Abstract

Abstract. Aerosols can enhance ecosystem productivity by increasing diffuse radiation. Such diffuse fertilization effects (DFEs) vary among different aerosol compositions and sky conditions. Here, we apply a suite of chemical, radiation, and vegetation models in combination with ground- and satellite-based measurements to assess the impacts of natural and anthropogenic aerosol species on gross primary productivity (GPP) through DFE from 2001–2014. Globally, aerosols enhance GPP by 8.9 Pg C yr−1 under clear-sky conditions but only 0.95 Pg C yr−1 under all-sky conditions. Anthropogenic aerosols account for 41 % of the total GPP enhancement, though they contribute only 25 % to the increment of diffuse radiation. Sulfate/nitrate aerosols from anthropogenic sources make dominant contributions of 33 % (36 %) to aerosol DFE under all-sky (clear-sky) conditions, followed by the fraction of 18 % (22 %) by organic carbon aerosols from natural sources. In contrast to other species, black carbon aerosols reduce global GPP by 0.28 (0.12) Pg C yr−1 under all-sky (clear-sky) conditions. Long-term simulations show that aerosol DFE increases 2.9 % yr−1 under all-sky conditions mainly because of a downward trend in cloud amount.
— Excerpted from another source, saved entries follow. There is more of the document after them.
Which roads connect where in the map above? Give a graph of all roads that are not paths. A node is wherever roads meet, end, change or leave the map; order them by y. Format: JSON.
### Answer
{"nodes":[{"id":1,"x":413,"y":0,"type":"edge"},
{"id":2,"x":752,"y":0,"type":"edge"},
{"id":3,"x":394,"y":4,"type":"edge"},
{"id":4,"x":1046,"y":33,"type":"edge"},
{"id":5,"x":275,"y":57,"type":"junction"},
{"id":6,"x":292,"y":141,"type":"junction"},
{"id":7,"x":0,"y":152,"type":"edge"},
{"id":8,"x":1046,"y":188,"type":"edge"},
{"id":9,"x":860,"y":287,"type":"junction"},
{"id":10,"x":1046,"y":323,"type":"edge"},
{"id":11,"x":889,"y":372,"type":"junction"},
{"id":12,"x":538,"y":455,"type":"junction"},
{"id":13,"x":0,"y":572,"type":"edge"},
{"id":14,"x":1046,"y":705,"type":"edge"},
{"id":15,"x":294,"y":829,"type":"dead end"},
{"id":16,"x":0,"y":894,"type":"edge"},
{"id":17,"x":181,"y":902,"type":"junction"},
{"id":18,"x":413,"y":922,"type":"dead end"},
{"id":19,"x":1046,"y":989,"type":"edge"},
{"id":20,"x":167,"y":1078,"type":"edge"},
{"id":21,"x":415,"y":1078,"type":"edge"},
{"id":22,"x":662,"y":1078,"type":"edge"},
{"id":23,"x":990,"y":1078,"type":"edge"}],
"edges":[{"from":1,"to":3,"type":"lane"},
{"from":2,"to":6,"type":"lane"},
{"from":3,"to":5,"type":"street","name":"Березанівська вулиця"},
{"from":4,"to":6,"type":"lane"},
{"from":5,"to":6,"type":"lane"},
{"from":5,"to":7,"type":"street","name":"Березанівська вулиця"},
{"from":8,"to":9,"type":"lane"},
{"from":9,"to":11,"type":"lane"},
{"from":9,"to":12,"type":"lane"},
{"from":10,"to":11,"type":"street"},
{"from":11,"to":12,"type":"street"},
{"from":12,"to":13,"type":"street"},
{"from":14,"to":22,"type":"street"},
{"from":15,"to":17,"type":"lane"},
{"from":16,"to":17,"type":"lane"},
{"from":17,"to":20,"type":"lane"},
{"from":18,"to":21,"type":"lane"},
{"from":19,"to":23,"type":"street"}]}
This study suggests that the impacts of aerosols and cloud should be considered in projecting future changes of ecosystem productivity under varied emission scenarios.

Highlights

  • Diffuse light enhances plant photosynthesis more efficiently than direct light (Gu et al, 2002; Alton et al, 2007; Mercado et al, 2009; Jing et al, 2010; Cirino et al, 2014; Zhou et al, 2021a, c)

  • We further explore the interannual variations in gross primary productivity (GPP) changes caused by aerosol diffuse fertilization effects (DFEs) from natural and anthropogenic sources (Fig. 7)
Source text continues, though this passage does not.